> TASK DESCRIPTION
Please take the lines from the one holding "Please list the" through the one holding "Build a routing" in the data below and copy them exactly.

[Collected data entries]
--- START ---

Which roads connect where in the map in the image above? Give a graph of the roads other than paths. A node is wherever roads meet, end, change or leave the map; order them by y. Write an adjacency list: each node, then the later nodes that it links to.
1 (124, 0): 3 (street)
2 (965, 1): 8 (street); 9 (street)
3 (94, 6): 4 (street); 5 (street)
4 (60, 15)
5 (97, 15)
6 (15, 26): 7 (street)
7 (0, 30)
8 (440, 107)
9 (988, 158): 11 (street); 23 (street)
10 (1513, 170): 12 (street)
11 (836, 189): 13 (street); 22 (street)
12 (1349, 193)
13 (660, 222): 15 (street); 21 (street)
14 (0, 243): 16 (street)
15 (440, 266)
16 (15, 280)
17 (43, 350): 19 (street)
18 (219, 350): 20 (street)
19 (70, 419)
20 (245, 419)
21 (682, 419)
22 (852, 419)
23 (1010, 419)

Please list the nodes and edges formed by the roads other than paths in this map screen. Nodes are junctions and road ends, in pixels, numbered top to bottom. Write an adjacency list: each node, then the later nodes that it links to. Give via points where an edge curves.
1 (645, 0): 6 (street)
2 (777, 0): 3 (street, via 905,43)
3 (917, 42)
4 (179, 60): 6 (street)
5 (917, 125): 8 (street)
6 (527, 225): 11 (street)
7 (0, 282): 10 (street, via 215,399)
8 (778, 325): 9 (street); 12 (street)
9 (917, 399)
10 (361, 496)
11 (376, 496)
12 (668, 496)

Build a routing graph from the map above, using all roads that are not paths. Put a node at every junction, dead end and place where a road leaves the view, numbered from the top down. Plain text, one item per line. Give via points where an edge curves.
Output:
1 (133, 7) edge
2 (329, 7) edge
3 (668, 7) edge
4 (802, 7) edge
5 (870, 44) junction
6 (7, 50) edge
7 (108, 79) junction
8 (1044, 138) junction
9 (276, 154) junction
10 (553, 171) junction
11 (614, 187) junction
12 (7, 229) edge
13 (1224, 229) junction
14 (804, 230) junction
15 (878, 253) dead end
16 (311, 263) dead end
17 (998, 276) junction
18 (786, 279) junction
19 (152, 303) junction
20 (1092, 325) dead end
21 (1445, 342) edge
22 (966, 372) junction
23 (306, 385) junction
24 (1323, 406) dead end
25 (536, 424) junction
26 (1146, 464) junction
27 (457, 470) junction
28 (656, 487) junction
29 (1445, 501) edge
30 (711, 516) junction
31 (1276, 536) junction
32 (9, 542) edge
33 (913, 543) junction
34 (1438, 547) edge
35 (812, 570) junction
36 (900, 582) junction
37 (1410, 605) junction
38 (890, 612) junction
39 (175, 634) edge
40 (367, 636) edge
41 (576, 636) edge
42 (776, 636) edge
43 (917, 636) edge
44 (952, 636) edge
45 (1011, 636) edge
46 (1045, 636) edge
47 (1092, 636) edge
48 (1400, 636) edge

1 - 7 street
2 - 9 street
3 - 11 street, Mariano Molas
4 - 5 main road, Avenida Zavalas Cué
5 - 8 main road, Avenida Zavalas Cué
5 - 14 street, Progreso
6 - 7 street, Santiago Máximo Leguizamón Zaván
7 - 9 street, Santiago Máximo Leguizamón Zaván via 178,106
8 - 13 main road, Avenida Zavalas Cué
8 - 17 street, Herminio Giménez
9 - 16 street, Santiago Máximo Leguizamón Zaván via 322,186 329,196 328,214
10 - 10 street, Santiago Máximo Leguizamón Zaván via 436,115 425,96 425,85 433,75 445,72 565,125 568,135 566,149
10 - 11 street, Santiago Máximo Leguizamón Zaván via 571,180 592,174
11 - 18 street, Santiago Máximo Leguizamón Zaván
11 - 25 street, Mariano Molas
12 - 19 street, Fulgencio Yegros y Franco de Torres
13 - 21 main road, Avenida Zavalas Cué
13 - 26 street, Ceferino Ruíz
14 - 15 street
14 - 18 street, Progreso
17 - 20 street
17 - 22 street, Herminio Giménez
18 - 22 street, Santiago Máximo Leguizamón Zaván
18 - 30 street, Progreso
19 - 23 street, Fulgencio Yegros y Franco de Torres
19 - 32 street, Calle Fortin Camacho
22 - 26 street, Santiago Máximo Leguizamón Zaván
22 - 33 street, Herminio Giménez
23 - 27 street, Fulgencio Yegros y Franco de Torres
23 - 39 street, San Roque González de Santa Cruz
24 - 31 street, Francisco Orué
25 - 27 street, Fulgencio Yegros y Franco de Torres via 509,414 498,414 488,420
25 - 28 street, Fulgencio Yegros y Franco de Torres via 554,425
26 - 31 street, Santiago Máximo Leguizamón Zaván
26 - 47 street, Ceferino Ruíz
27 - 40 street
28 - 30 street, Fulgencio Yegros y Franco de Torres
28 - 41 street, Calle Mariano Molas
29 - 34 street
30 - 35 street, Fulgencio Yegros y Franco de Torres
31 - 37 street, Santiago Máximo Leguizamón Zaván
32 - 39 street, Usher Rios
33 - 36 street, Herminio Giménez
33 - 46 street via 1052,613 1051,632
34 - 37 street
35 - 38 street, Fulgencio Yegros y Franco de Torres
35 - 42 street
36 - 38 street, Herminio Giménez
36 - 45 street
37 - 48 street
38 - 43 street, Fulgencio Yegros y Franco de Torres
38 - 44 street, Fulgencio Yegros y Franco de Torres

--- END ---

> SOLUTION TO THE PROBLEM
Please list the nodes and edges formed by the roads other than paths in this map screen. Nodes are junctions and road ends, in pixels, numbered top to bottom. Write an adjacency list: each node, then the later nodes that it links to. Give via points where an edge curves.
1 (645, 0): 6 (street)
2 (777, 0): 3 (street, via 905,43)
3 (917, 42)
4 (179, 60): 6 (street)
5 (917, 125): 8 (street)
6 (527, 225): 11 (street)
7 (0, 282): 10 (street, via 215,399)
8 (778, 325): 9 (street); 12 (street)
9 (917, 399)
10 (361, 496)
11 (376, 496)
12 (668, 496)

Build a routing graph from the map above, using all roads that are not paths. Put a node at every junction, dead end and place where a road leaves the view, numbered from the top down. Plain text, one item per line. Give via points where an edge curves.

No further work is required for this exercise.